| What is required |
Take each line of the data that contains the string "JSON" and copy it.

| Dataset records |

——————————

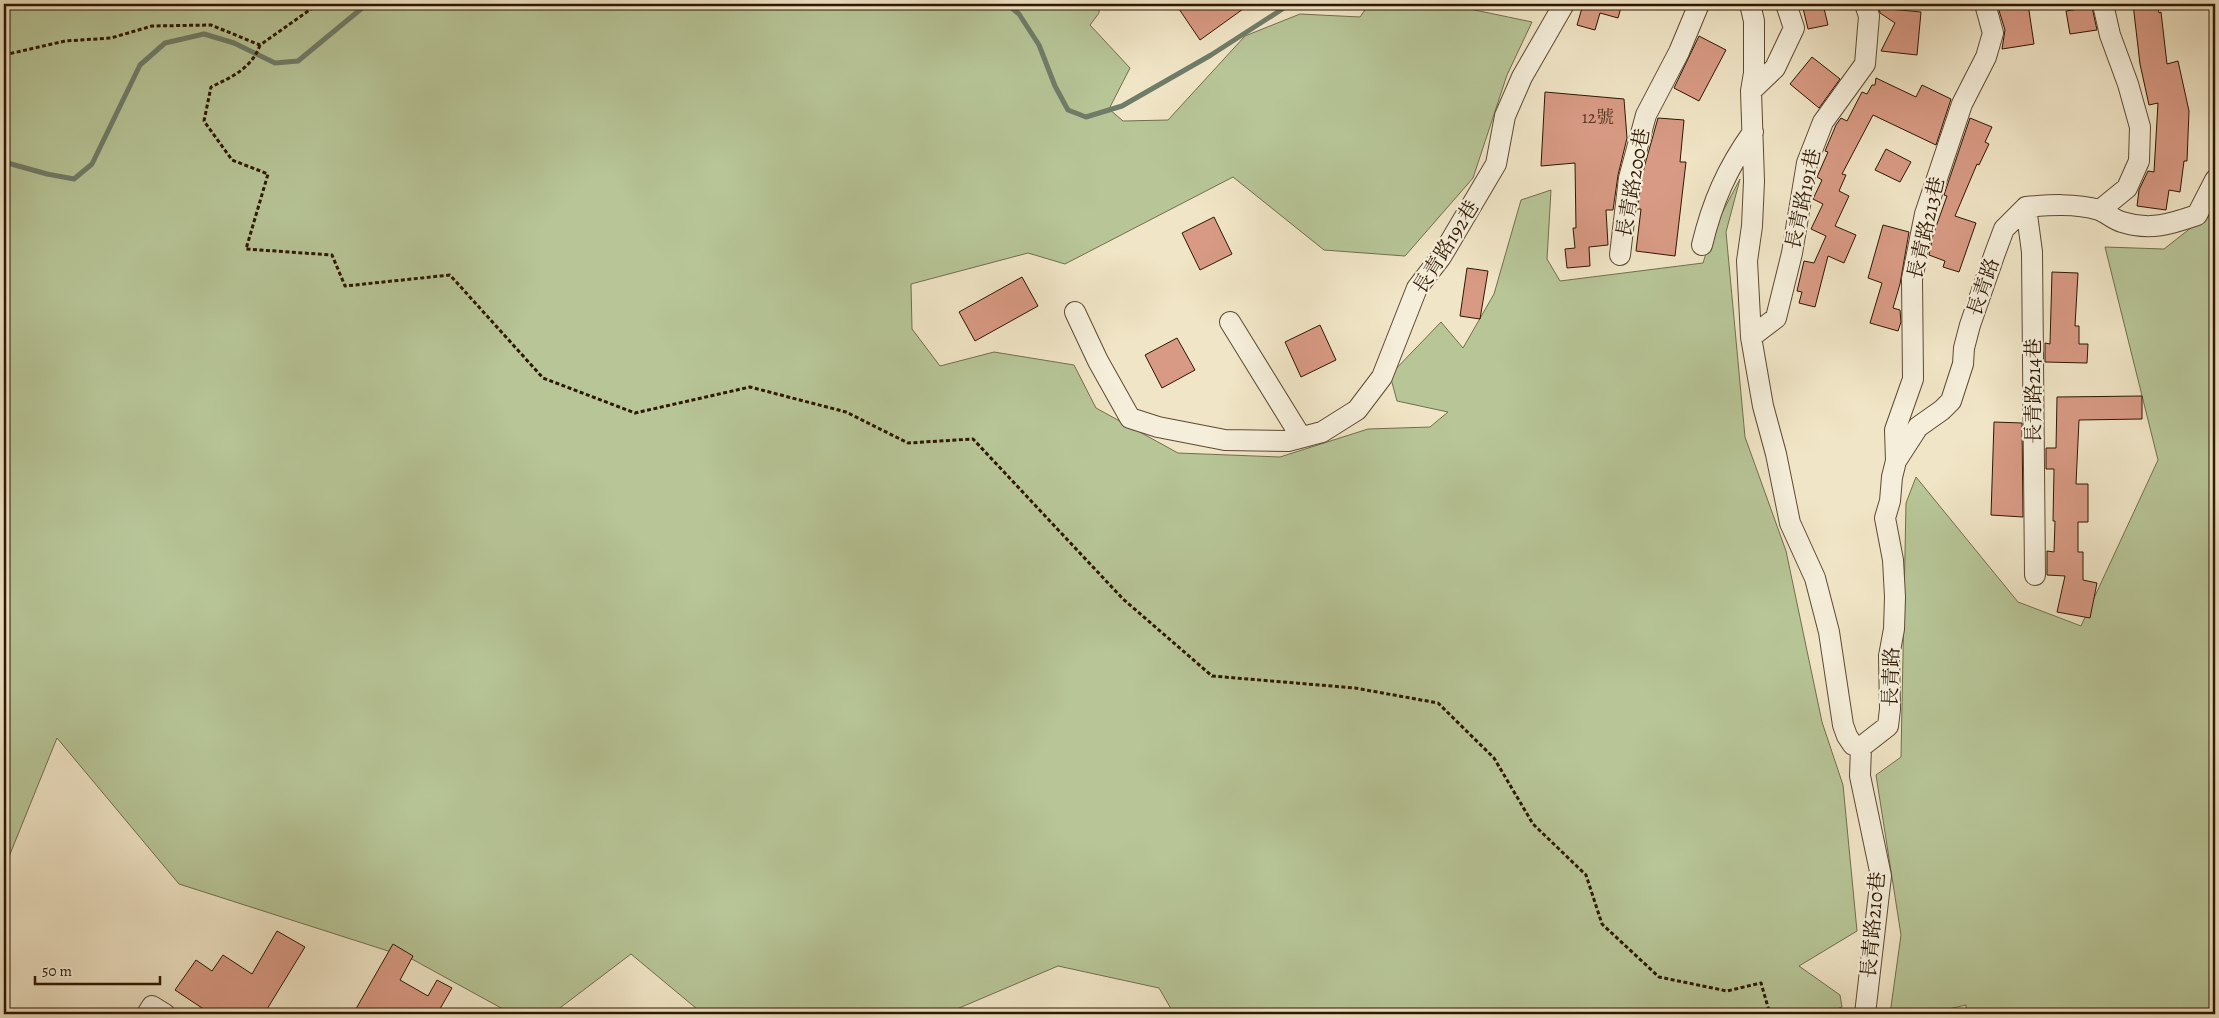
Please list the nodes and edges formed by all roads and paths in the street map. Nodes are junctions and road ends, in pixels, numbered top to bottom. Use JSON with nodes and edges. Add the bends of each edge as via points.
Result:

——————————

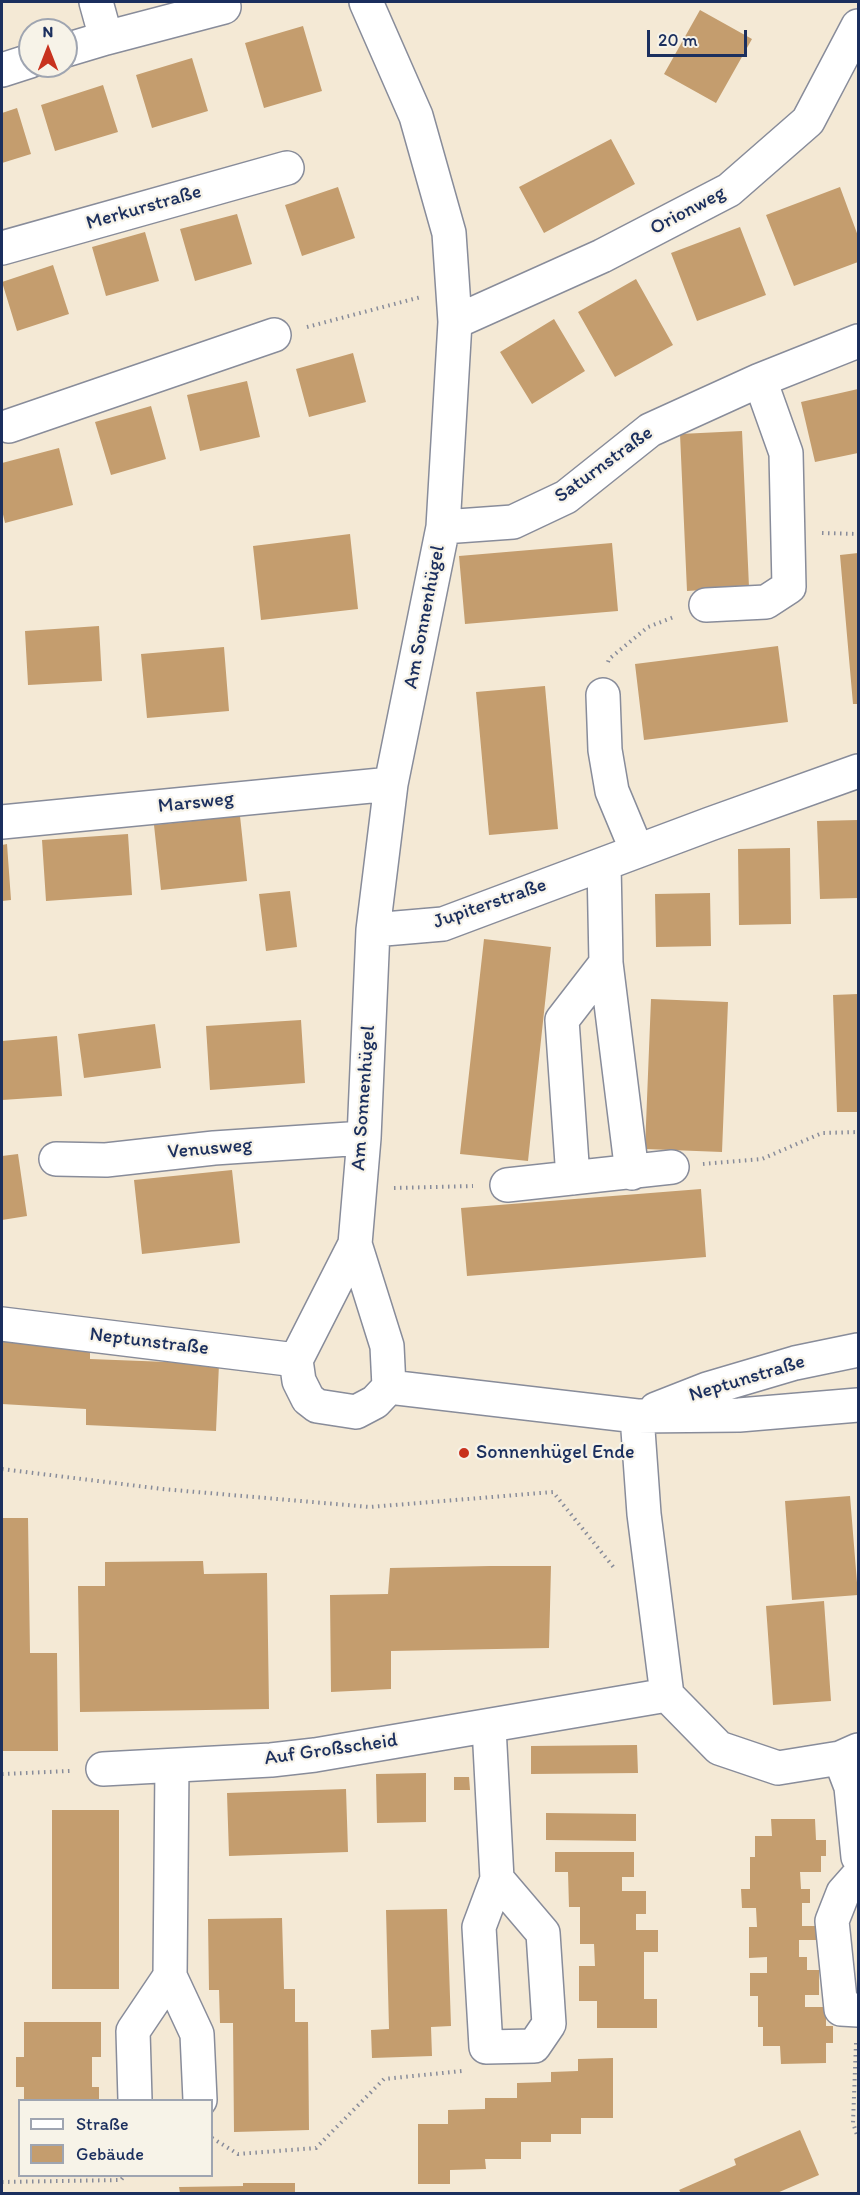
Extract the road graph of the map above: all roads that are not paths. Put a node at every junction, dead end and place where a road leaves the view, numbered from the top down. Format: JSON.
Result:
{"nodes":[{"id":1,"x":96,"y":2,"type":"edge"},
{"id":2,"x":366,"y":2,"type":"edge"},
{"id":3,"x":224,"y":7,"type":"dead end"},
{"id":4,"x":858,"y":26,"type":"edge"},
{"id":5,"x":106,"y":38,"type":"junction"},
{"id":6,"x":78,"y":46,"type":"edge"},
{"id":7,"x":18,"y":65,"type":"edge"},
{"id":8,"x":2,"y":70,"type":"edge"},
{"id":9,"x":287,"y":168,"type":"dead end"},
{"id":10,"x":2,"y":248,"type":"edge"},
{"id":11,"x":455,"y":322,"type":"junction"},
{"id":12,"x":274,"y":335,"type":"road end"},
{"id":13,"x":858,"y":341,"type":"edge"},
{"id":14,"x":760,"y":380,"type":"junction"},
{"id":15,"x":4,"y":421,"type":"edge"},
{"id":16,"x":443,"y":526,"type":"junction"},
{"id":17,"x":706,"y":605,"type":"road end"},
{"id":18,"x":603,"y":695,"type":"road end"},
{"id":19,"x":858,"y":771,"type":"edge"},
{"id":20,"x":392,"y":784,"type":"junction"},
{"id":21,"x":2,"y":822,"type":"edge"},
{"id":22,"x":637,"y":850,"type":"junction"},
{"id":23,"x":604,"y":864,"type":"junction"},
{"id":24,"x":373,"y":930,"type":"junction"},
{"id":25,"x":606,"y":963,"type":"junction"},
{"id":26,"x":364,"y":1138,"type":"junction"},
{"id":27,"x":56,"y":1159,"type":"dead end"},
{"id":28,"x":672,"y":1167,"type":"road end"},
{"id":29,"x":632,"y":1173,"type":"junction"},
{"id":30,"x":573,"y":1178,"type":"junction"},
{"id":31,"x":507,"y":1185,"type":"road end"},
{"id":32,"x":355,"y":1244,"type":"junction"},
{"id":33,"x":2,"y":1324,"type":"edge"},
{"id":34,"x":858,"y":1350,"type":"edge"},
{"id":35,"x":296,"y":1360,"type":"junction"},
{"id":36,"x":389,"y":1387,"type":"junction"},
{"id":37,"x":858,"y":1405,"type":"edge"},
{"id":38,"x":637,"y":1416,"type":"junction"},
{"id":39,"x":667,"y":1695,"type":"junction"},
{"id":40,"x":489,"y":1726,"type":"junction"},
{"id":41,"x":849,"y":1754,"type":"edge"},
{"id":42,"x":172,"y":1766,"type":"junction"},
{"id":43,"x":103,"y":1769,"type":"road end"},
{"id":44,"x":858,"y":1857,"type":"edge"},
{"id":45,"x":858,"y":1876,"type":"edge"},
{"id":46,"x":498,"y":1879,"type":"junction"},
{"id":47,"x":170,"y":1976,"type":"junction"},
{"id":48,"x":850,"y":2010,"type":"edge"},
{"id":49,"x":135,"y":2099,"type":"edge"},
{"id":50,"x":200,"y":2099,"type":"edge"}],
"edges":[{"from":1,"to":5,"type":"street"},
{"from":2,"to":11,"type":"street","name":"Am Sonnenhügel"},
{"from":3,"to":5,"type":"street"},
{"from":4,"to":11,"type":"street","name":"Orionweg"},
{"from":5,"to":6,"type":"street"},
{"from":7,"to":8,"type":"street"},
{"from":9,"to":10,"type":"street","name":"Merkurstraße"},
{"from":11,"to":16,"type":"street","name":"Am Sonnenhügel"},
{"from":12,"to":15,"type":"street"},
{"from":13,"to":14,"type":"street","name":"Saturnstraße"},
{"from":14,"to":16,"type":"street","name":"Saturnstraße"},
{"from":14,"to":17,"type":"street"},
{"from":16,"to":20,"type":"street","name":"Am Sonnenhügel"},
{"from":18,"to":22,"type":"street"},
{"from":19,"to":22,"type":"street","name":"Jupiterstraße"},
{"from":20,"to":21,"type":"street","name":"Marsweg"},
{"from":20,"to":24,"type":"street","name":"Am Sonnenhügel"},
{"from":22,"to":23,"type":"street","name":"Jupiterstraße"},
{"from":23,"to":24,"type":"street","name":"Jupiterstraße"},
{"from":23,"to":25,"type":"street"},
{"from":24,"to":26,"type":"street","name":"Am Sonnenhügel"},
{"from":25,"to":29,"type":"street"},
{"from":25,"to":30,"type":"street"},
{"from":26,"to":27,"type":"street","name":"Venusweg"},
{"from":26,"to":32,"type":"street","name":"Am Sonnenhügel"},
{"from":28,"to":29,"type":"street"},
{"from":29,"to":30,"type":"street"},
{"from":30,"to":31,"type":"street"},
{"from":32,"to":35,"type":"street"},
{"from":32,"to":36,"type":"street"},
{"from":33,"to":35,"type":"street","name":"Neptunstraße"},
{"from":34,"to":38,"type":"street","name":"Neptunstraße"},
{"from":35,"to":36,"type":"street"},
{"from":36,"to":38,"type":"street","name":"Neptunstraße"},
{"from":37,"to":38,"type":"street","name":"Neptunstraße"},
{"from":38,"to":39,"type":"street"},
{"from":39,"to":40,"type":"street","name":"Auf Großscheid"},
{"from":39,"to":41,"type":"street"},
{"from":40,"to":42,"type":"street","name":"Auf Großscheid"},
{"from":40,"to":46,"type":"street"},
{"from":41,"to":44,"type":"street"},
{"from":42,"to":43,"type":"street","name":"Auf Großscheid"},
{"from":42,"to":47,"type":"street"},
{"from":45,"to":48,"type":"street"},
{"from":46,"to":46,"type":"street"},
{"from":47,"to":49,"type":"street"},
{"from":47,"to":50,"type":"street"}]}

——————————

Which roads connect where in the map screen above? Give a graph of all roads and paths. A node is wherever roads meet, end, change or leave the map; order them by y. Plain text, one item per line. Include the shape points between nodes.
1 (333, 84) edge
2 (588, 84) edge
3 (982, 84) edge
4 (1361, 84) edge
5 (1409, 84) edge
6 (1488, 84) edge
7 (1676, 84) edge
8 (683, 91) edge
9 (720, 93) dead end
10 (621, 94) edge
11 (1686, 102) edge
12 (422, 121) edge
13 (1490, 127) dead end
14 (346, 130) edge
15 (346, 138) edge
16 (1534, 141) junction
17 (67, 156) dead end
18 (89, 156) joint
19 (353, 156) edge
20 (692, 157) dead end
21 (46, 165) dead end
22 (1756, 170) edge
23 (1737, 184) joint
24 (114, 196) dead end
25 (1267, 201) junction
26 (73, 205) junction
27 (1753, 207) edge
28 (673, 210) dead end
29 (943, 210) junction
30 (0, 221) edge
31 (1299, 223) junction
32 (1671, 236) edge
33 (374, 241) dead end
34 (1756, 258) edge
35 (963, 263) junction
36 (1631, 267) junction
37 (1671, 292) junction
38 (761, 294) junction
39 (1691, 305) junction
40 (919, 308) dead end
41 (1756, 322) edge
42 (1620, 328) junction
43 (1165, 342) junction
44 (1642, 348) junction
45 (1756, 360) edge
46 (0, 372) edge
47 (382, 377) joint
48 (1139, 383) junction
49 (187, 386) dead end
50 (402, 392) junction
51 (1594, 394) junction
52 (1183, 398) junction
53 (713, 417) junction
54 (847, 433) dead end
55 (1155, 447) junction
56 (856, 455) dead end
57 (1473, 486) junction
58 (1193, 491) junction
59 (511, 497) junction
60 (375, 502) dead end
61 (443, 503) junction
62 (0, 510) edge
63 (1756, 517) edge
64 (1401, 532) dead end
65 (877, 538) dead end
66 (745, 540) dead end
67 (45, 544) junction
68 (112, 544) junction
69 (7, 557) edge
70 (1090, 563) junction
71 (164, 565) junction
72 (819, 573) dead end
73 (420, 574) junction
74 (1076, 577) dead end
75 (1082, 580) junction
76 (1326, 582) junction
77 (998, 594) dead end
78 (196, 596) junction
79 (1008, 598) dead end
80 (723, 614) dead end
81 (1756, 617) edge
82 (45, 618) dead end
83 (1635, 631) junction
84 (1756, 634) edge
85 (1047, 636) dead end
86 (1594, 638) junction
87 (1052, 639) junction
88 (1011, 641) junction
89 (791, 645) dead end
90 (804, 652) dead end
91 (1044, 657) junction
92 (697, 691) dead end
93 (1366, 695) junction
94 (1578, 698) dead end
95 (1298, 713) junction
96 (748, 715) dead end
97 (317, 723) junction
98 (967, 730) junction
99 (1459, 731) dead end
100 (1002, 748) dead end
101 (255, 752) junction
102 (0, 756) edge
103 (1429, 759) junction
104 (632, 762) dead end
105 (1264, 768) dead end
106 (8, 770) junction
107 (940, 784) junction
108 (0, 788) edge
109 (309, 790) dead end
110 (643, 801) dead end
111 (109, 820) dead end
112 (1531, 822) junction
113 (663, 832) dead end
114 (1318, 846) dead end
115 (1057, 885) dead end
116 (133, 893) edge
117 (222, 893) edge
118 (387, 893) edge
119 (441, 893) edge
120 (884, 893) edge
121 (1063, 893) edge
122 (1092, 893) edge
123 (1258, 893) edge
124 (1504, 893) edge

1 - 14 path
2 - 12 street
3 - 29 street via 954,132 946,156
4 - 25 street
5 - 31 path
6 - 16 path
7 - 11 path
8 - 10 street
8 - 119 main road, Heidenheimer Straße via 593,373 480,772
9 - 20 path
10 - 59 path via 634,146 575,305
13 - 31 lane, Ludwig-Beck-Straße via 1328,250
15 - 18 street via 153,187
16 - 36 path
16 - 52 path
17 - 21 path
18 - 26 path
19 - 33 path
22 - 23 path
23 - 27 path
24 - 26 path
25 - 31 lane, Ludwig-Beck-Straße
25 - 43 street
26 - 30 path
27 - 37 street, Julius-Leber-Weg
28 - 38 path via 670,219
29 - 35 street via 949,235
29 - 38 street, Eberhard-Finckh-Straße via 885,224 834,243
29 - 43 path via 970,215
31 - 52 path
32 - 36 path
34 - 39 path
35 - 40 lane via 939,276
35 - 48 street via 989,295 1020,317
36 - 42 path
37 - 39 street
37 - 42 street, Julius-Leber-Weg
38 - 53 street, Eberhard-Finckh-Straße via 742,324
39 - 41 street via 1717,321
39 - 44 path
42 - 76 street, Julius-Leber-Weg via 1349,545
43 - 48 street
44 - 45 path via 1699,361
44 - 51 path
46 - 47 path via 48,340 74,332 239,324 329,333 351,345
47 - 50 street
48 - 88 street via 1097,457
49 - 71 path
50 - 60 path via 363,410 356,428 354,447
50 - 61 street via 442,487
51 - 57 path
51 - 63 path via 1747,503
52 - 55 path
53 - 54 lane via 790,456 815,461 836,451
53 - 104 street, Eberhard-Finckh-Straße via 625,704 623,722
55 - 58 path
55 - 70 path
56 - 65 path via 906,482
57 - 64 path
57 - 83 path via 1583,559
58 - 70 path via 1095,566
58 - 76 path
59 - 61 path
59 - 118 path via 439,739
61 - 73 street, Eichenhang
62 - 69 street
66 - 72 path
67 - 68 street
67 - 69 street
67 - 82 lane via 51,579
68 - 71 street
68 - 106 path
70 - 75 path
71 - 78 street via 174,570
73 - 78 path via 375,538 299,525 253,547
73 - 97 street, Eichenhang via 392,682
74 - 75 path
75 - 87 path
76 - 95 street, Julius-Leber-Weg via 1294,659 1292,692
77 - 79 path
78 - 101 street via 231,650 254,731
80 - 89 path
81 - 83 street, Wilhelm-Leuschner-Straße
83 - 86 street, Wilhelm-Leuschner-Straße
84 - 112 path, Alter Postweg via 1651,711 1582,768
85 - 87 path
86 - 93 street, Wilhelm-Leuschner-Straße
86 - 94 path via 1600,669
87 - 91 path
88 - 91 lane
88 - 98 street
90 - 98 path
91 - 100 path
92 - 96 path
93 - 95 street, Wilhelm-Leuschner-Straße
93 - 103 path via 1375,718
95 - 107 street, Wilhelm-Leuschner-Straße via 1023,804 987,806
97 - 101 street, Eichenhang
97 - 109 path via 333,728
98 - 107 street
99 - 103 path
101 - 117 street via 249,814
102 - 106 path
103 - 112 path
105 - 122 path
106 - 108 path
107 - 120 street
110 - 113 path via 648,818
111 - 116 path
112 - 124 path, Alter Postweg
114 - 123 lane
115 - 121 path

——————————

| Response to the exercise |
Please list the nodes and edges formed by all roads and paths in the street map. Nodes are junctions and road ends, in pixels, numbered top to bottom. Use JSON with nodes and edges. Add the bends of each edge as via points.
Extract the road graph of the map above: all roads that are not paths. Put a node at every junction, dead end and place where a road leaves the view, numbered from the top down. Format: JSON.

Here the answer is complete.